# EXERCISE OBJECTIVE:
The answer must reproduce the listing exactly, with every picture left out.
....
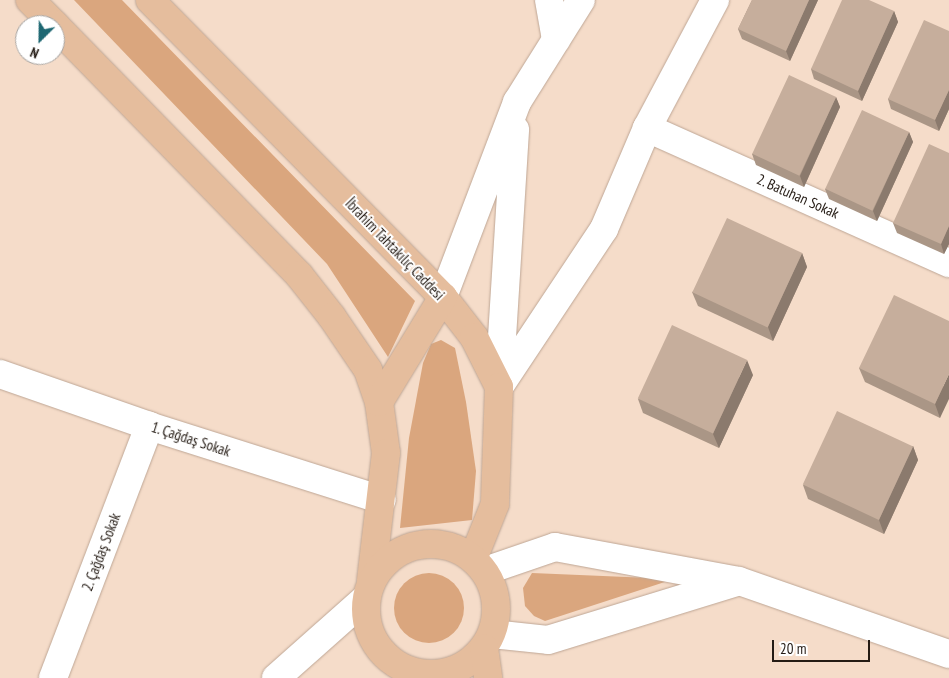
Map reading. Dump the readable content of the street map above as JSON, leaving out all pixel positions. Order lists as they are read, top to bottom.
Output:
{
  "streets": {
    "main road": ["İbrahim Tahtakılıç Caddesi"],
    "street": ["2. Batuhan Sokak", "1. Çağdaş Sokak", "2. Çağdaş Sokak"]
  },
  "crossings": [
    ["1. Çağdaş Sokak", "2. Çağdaş Sokak"]
  ],
  "scale_bar": "20 m",
  "north": "bottom left"
}
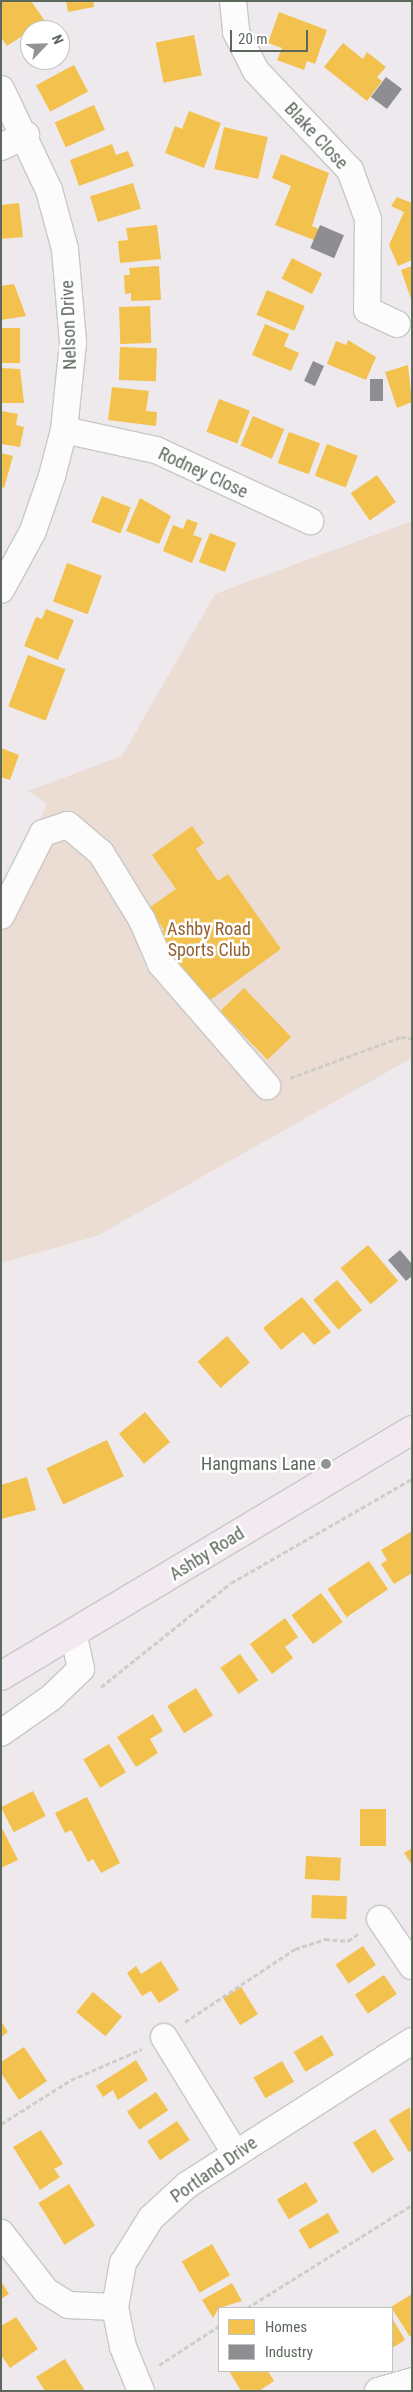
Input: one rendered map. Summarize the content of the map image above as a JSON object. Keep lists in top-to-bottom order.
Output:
{
  "streets": {
    "main road": ["Ashby Road"],
    "street": [
      "Blake Close",
      "Nelson Drive",
      "Rodney Close",
      "Portland Drive"
    ]
  },
  "crossings": [
    ["Nelson Drive", "Rodney Close"]
  ],
  "parks": ["Ashby Road Sports Club"],
  "places": ["Hangmans Lane"],
  "legend": ["Homes", "Industry"],
  "scale_bar": "20 m",
  "north": "top right"
}
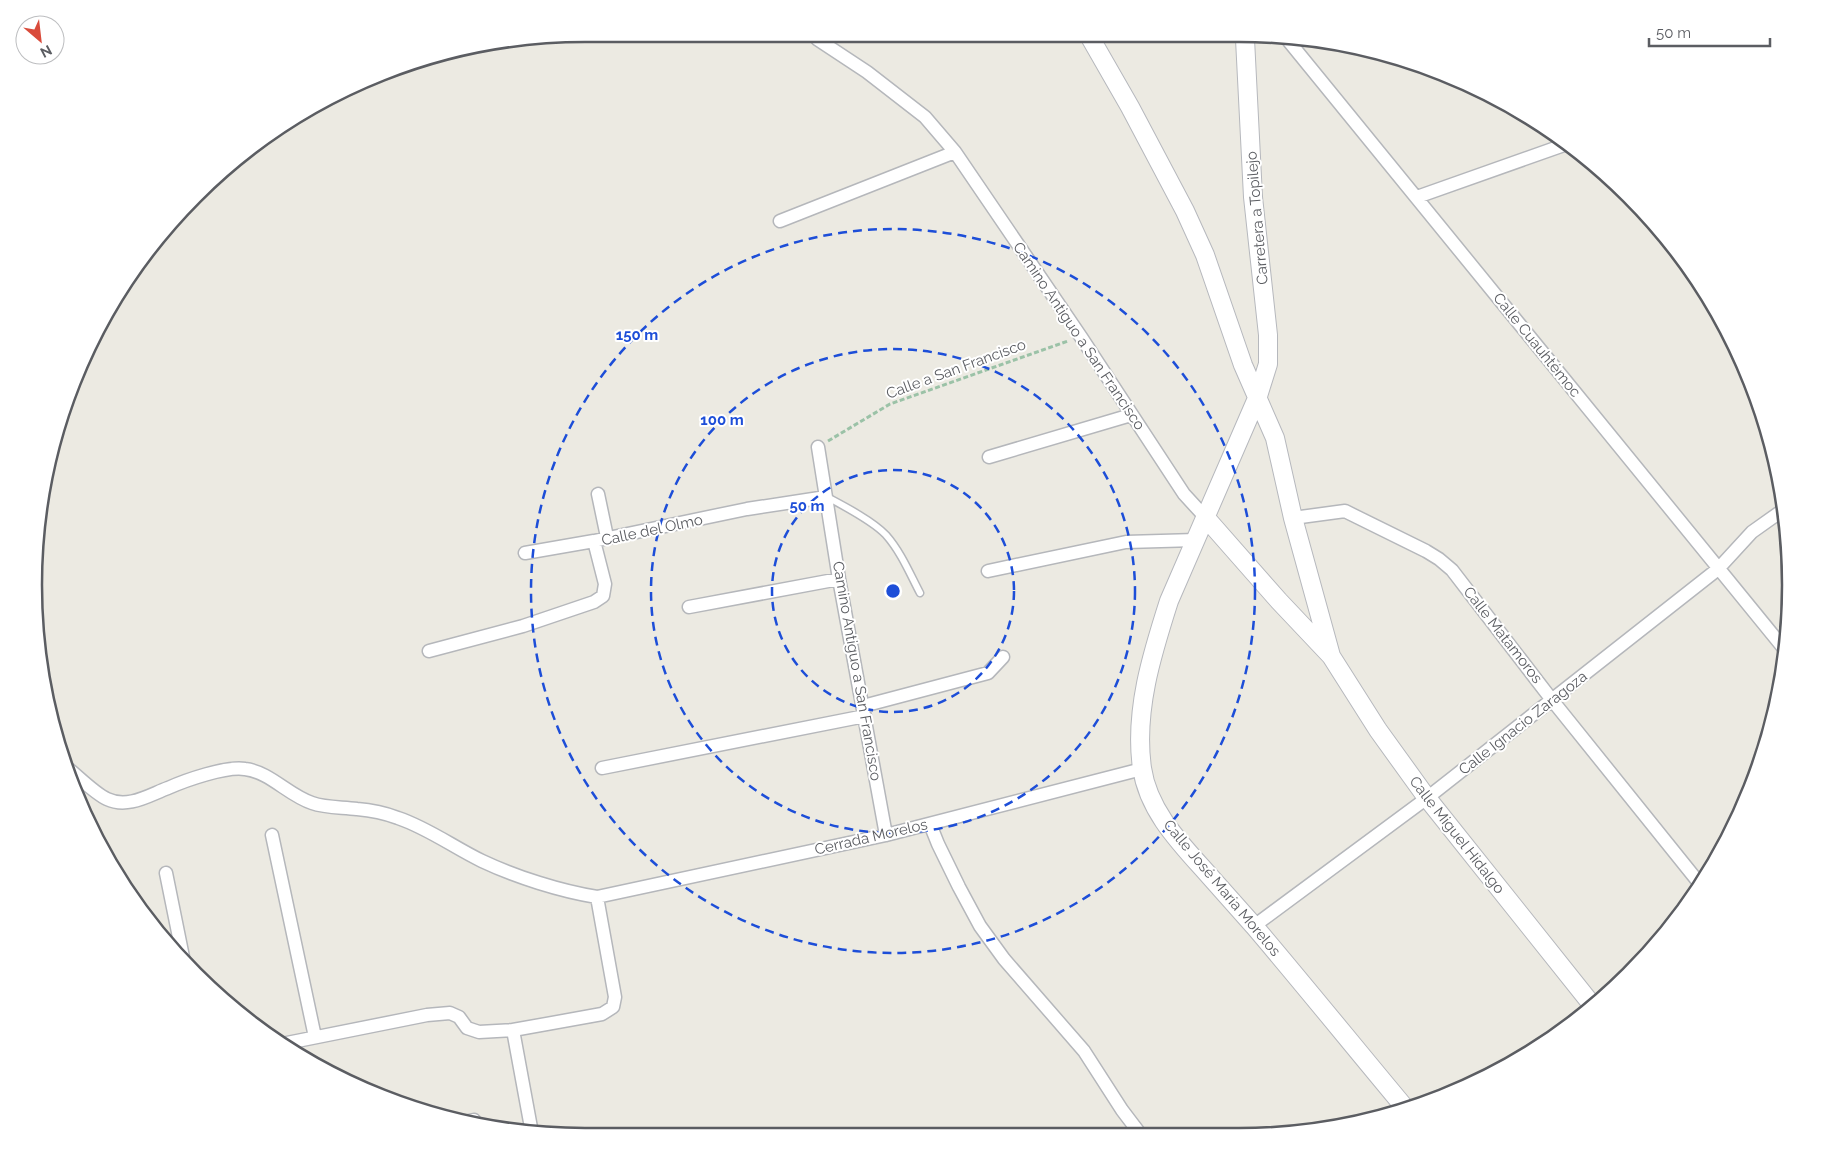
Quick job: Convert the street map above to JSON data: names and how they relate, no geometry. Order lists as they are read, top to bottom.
{
  "streets": {
    "main road": ["Carretera a Topilejo", "Calle Miguel Hidalgo", "Calle José María Morelos"],
    "street": [
      "Camino Antiguo a San Francisco",
      "Calle Cuauhtémoc",
      "Calle del Olmo",
      "Calle Matamoros",
      "Calle Ignacio Zaragoza",
      "Cerrada Morelos"
    ],
    "path": ["Calle a San Francisco"]
  },
  "crossings": [
    ["Carretera a Topilejo", "Camino Antiguo a San Francisco"],
    ["Carretera a Topilejo", "Calle Miguel Hidalgo"],
    ["Carretera a Topilejo", "Calle José María Morelos"],
    ["Camino Antiguo a San Francisco", "Calle a San Francisco"],
    ["Camino Antiguo a San Francisco", "Calle del Olmo"],
    ["Camino Antiguo a San Francisco", "Calle Miguel Hidalgo"],
    ["Camino Antiguo a San Francisco", "Cerrada Morelos"],
    ["Camino Antiguo a San Francisco", "Calle José María Morelos"],
    ["Calle Cuauhtémoc", "Calle Ignacio Zaragoza"],
    ["Calle Matamoros", "Calle Ignacio Zaragoza"],
    ["Calle Matamoros", "Calle Miguel Hidalgo"],
    ["Calle Ignacio Zaragoza", "Calle Miguel Hidalgo"],
    ["Calle Ignacio Zaragoza", "Calle José María Morelos"],
    ["Calle Miguel Hidalgo", "Calle José María Morelos"],
    ["Cerrada Morelos", "Calle José María Morelos"]
  ],
  "scale_bar": "50 m",
  "north": "bottom right",
  "rings": ["150 m", "100 m", "50 m"]
}
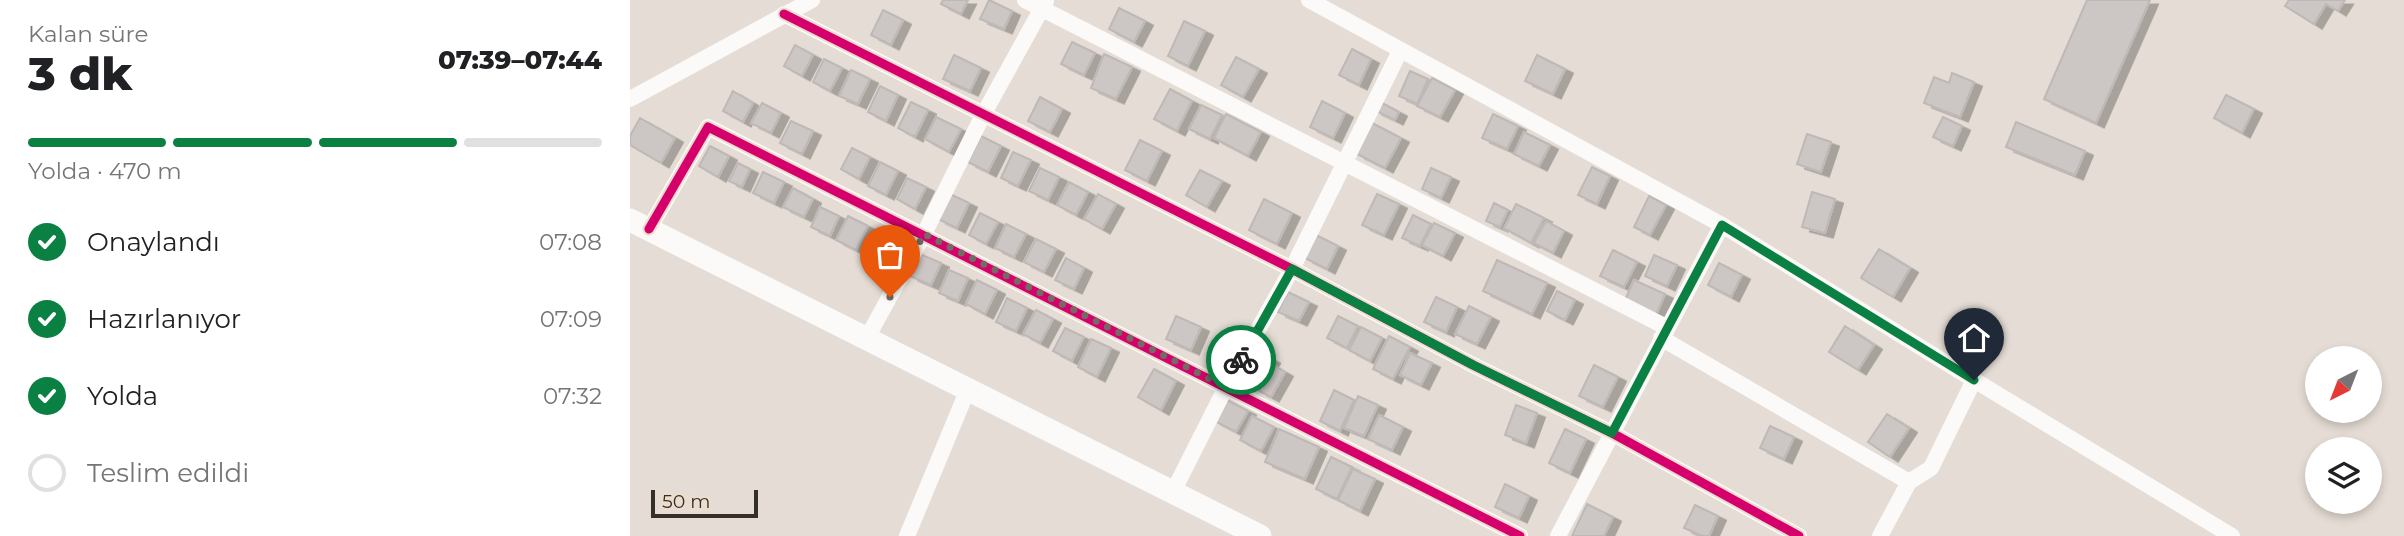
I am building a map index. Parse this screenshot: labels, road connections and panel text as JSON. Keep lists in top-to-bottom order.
....
# EXERCISE OUTPUT:
Map reading. Dump the readable content of the street map above as JSON, leaving out all pixel positions. Order lists as they are read, top to bottom.
Output:
{
  "streets": {
    "main road": ["İbrahim Tahtakılıç Caddesi"],
    "street": ["2. Batuhan Sokak", "1. Çağdaş Sokak", "2. Çağdaş Sokak"]
  },
  "crossings": [
    ["1. Çağdaş Sokak", "2. Çağdaş Sokak"]
  ],
  "scale_bar": "20 m",
  "north": "bottom left"
}
Input: one rendered map. Summarize the content of the map image above as a JSON object. Keep lists in top-to-bottom order.
Output:
{
  "streets": {
    "main road": ["Ashby Road"],
    "street": [
      "Blake Close",
      "Nelson Drive",
      "Rodney Close",
      "Portland Drive"
    ]
  },
  "crossings": [
    ["Nelson Drive", "Rodney Close"]
  ],
  "parks": ["Ashby Road Sports Club"],
  "places": ["Hangmans Lane"],
  "legend": ["Homes", "Industry"],
  "scale_bar": "20 m",
  "north": "top right"
}
Quick job: Convert the street map above to JSON data: names and how they relate, no geometry. Order lists as they are read, top to bottom.
{
  "streets": {
    "main road": ["Carretera a Topilejo", "Calle Miguel Hidalgo", "Calle José María Morelos"],
    "street": [
      "Camino Antiguo a San Francisco",
      "Calle Cuauhtémoc",
      "Calle del Olmo",
      "Calle Matamoros",
      "Calle Ignacio Zaragoza",
      "Cerrada Morelos"
    ],
    "path": ["Calle a San Francisco"]
  },
  "crossings": [
    ["Carretera a Topilejo", "Camino Antiguo a San Francisco"],
    ["Carretera a Topilejo", "Calle Miguel Hidalgo"],
    ["Carretera a Topilejo", "Calle José María Morelos"],
    ["Camino Antiguo a San Francisco", "Calle a San Francisco"],
    ["Camino Antiguo a San Francisco", "Calle del Olmo"],
    ["Camino Antiguo a San Francisco", "Calle Miguel Hidalgo"],
    ["Camino Antiguo a San Francisco", "Cerrada Morelos"],
    ["Camino Antiguo a San Francisco", "Calle José María Morelos"],
    ["Calle Cuauhtémoc", "Calle Ignacio Zaragoza"],
    ["Calle Matamoros", "Calle Ignacio Zaragoza"],
    ["Calle Matamoros", "Calle Miguel Hidalgo"],
    ["Calle Ignacio Zaragoza", "Calle Miguel Hidalgo"],
    ["Calle Ignacio Zaragoza", "Calle José María Morelos"],
    ["Calle Miguel Hidalgo", "Calle José María Morelos"],
    ["Cerrada Morelos", "Calle José María Morelos"]
  ],
  "scale_bar": "50 m",
  "north": "bottom right",
  "rings": ["150 m", "100 m", "50 m"]
}
I am building a map index. Parse this screenshot: labels, road connections and panel text as JSON. Keep lists in top-to-bottom order.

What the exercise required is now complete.